Manganese sorption model

One-dimensional (1D) transport of manganese in an aquifer, assuming neglectable dispersion, can be described with the advection-reaction equation:

$$\frac{\partial \left[{M}{{n}}^{2+}\right]}{\partial t}=\pm \sum\nolimits_{i=1}^n{P}_i-v\frac{\partial \left[{M}{{n}}^{2+}\right]}{\partial x}-S$$
(2)

where [Mn2+] is the manganese concentration, t is time, x is distance from the riverbank in the flow direction, Pi is the rate of chemical precipitation/dissolution reaction involving manganese, v is the average groundwater flow velocity and S is the rate of manganese adsorption.

Adsorption and desorption of dissolved ions (ion exchange) occur instantaneously and can be treated as equilibrium processes if the flow rate is slow enough and if there are no stagnant zones in the porous medium (Appelo and Postma 2005).
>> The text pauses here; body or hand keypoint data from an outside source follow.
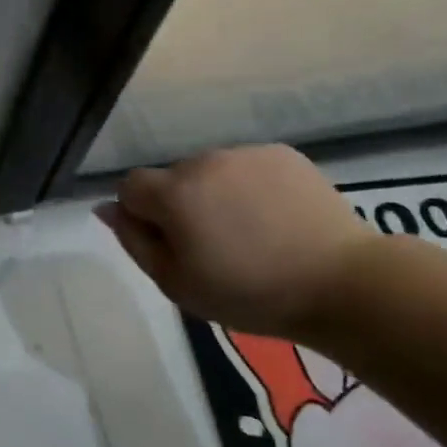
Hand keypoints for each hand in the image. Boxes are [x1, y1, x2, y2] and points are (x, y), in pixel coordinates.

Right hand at [97, 145, 376, 337]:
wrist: (340, 282)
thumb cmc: (248, 293)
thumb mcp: (176, 283)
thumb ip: (134, 241)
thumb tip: (106, 208)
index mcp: (174, 192)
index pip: (130, 187)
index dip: (141, 217)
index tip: (171, 246)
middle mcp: (205, 161)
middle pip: (171, 178)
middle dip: (179, 205)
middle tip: (212, 247)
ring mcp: (247, 153)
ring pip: (209, 171)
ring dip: (214, 195)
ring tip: (249, 234)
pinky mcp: (284, 154)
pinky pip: (246, 168)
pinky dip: (249, 188)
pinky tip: (274, 219)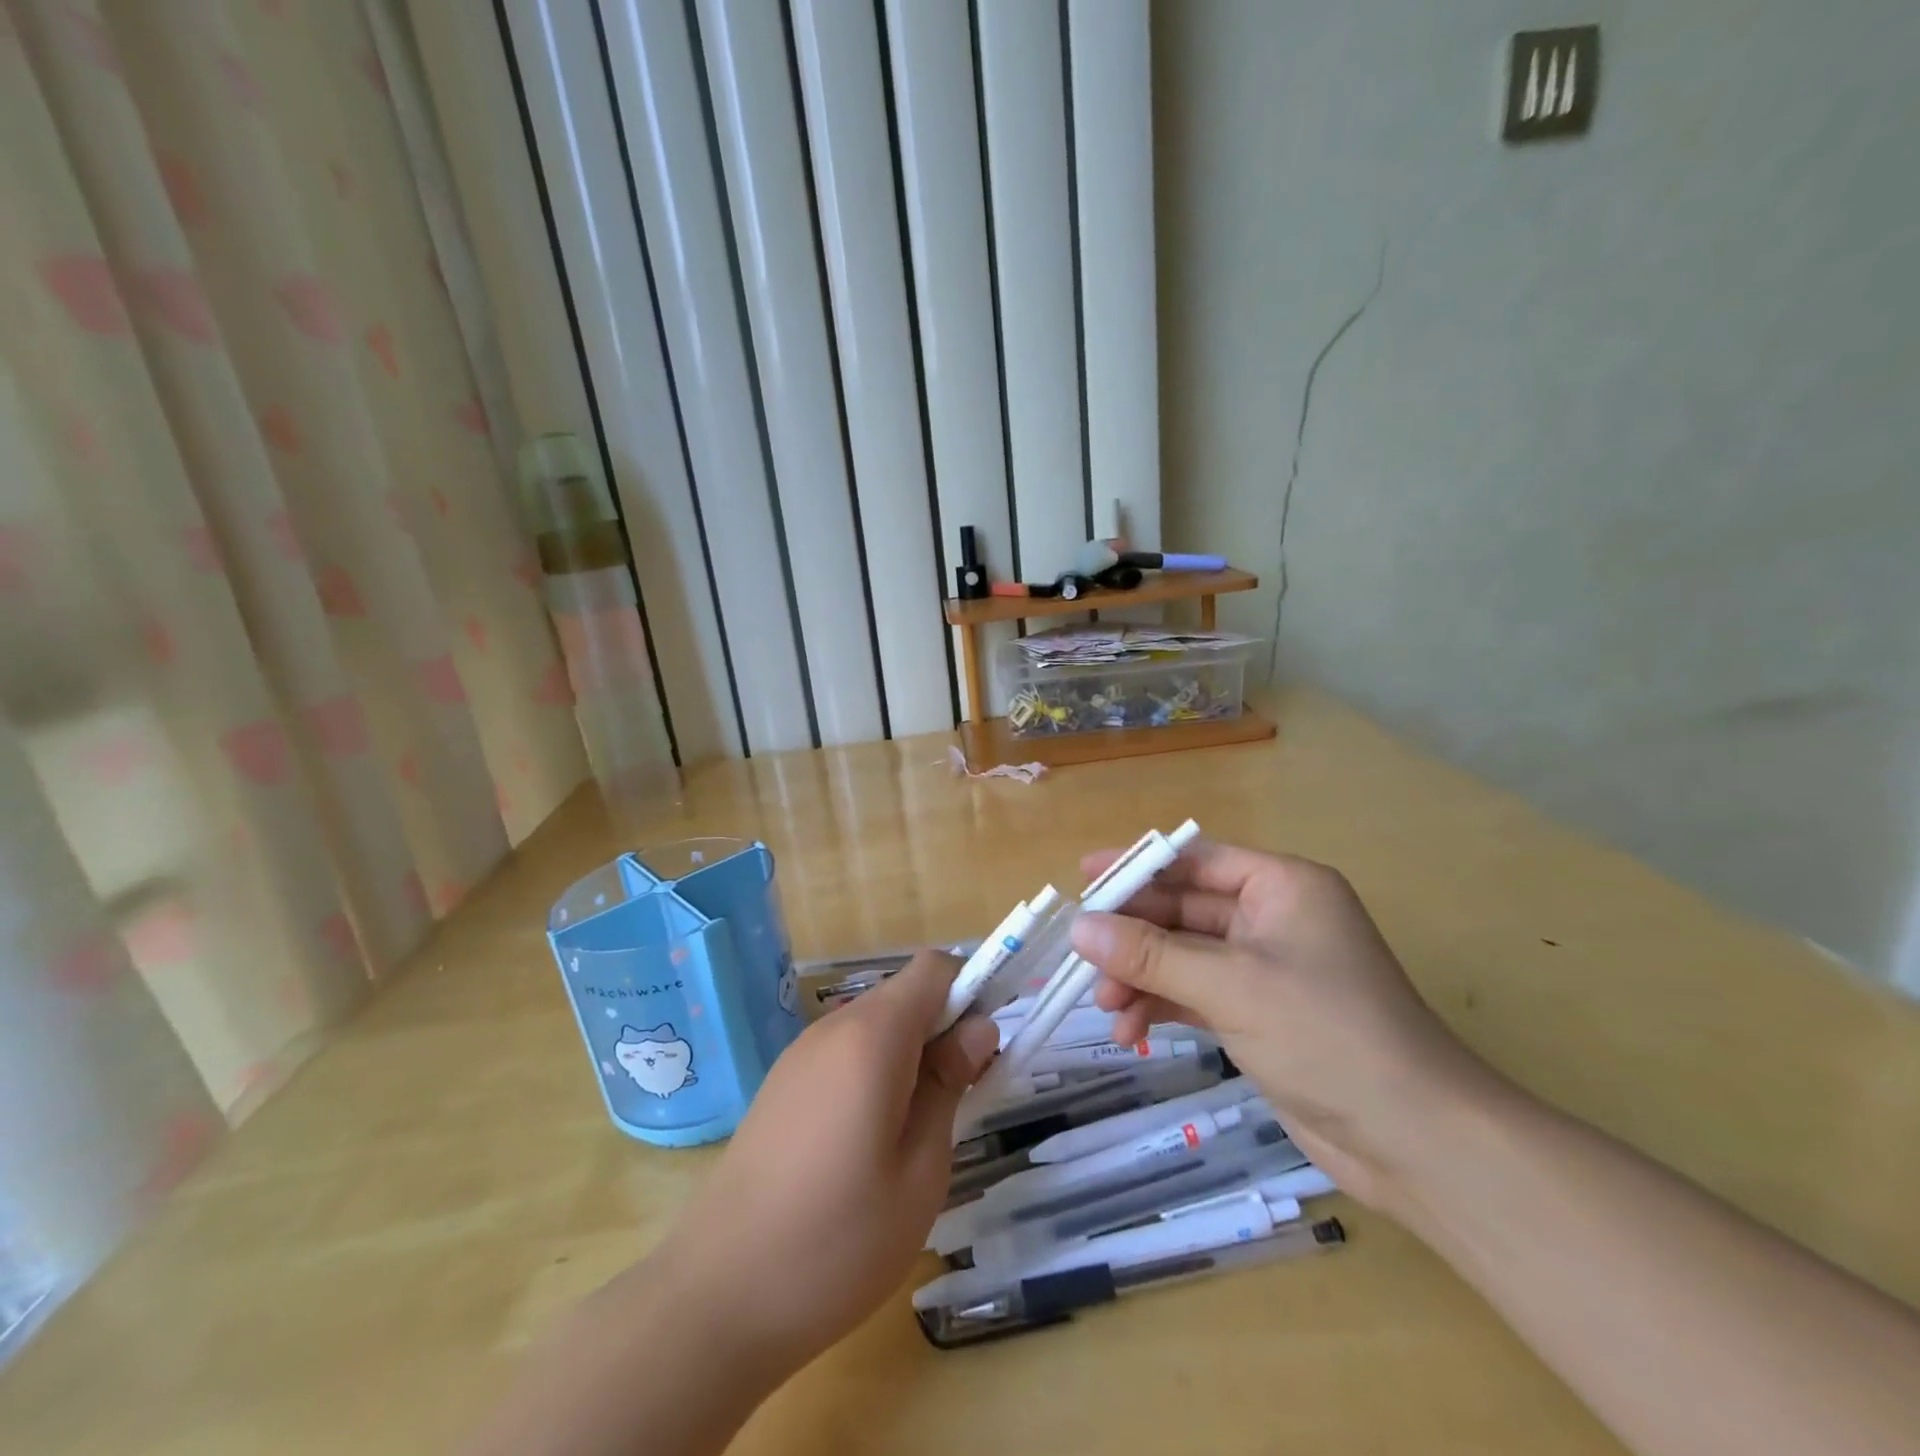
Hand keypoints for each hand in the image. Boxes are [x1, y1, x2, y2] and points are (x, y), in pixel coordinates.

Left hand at [651, 950, 998, 1377]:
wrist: (715, 1298)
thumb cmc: (837, 1241)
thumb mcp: (921, 1170)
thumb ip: (950, 1085)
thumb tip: (977, 1029)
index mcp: (872, 1036)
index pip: (935, 968)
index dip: (970, 993)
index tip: (984, 1051)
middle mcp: (832, 1028)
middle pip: (905, 996)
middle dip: (943, 1031)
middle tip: (960, 1101)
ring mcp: (800, 1055)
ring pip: (876, 1026)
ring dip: (909, 1057)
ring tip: (915, 1134)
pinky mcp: (781, 1084)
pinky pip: (844, 1054)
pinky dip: (873, 1074)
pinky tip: (867, 1144)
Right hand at [1070, 841, 1494, 1210]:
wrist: (1416, 1141)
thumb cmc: (1328, 1035)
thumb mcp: (1232, 985)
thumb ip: (1152, 953)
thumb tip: (1079, 927)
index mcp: (1282, 886)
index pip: (1196, 860)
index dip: (1138, 866)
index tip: (1085, 877)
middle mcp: (1274, 918)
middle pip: (1184, 910)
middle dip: (1133, 935)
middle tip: (1083, 958)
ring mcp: (1266, 969)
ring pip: (1184, 955)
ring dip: (1142, 975)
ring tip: (1105, 1005)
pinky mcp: (1259, 1014)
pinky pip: (1195, 994)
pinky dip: (1162, 1005)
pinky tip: (1131, 1030)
The groundwater flow velocity at Ringerike is relatively high (v = 2.5 m/day, Vestland 2012), but comparable to the flow velocity (v = 1.5 m/day) in the Dan Region, Israel, where ion exchange equilibrium was assumed for a similar transport model (Oren et al. 2007). The ion exchange equilibrium assumption facilitates relating the change in dissolved concentration with time (\(\frac{\partial \left[{M}{{n}}^{2+}\right]}{\partial t}\)) to the adsorption rate S with a manganese distribution coefficient Kd (Appelo and Postma 2005):

$$S={K}_{{d}}\bullet \frac{\partial \left[{M}{{n}}^{2+}\right]}{\partial t}$$
(3)

Equation 2 can be further simplified by assuming that reductive dissolution of manganese oxides only occurs near the riverbank (i.e., at x = 0), and that no other manganese precipitation/dissolution reaction occurs in the aquifer. Inserting Eq. (3) into Eq. (2), combined with mathematical manipulation and the definition of retardation from Eq. (1), yields the sorption retardation equation (Appelo and Postma 2005):

$${R}_{{sorp}}=1+{K}_{{d}}\ \left(0<x\le L\right)$$
(4)

where L (~500 m) is the length from the recharge area to the production well area. Kd depends on the total cation exchange capacity (CEC) of the aquifer sediments, and the composition of cations in solution and their relative tendency to ion exchange for each other:

$${K}_{{d}}=\frac{\beta_{{Mn}}\cdot {CEC}}{\left[{M}{{n}}^{2+}\right]}$$
(5)

where βMn is the proportion of sorption sites taken up by manganese. Under circum-neutral pH conditions, the CEC primarily depends on the organic matter and clay (<2 μm) concentration of the aquifer matrix (Breeuwsma et al. 1986, in Appelo and Postma 2005):

$$\mathrm{CEC}\ \left(\frac{\mathrm{{meq}}}{100\mathrm{\ {g}\ {dry}\ {soil}}}\right)=0.7\bullet \left(\mathrm{wt}.-\mathrm{\%{clay}}\right)+3.5\bullet \left(\mathrm{wt}.-\mathrm{\%{organic}\ {carbon}}\right)$$
(6)

Grain-size distributions from 40 test drillings in the Kilemoen aquifer demonstrated 39 drillings with no clay, and one with ~10% clay content (Klemetsrud 1985; Skarphagen 1982). The mean ± 2 × standard deviations clay content was approximated to 0.25±0.25%, since the clay did not appear to be normally distributed. The organic carbon content was not measured in any of the sediment samples from Kilemoen. However, two sediment samples from a glaciofluvial aquifer (Gardermoen, ~50 km direct distance away) of the same age as Kilemoen contained 0.17 and 0.21% (0.19±0.06%) organic carbon (Woyessa 2012). These values, together with an effective porosity n = 20% (Vestland 2012) and bulk dry aquifer density ρb = 2.12 g/cm3 (i.e., assuming an aquifer matrix consisting of pure quartz), were used to estimate CEC = 0.089±0.029 eq/L water. The estimated CEC, together with measured [Mn2+] and βMn calculated from cation concentrations in PW1–PW3, were used to calculate Kd (Eq. 5) and Rsorp (Eq. 4). See section S1 in the electronic supplementary material (ESM) for calculation of βMn and detailed deduction of equations.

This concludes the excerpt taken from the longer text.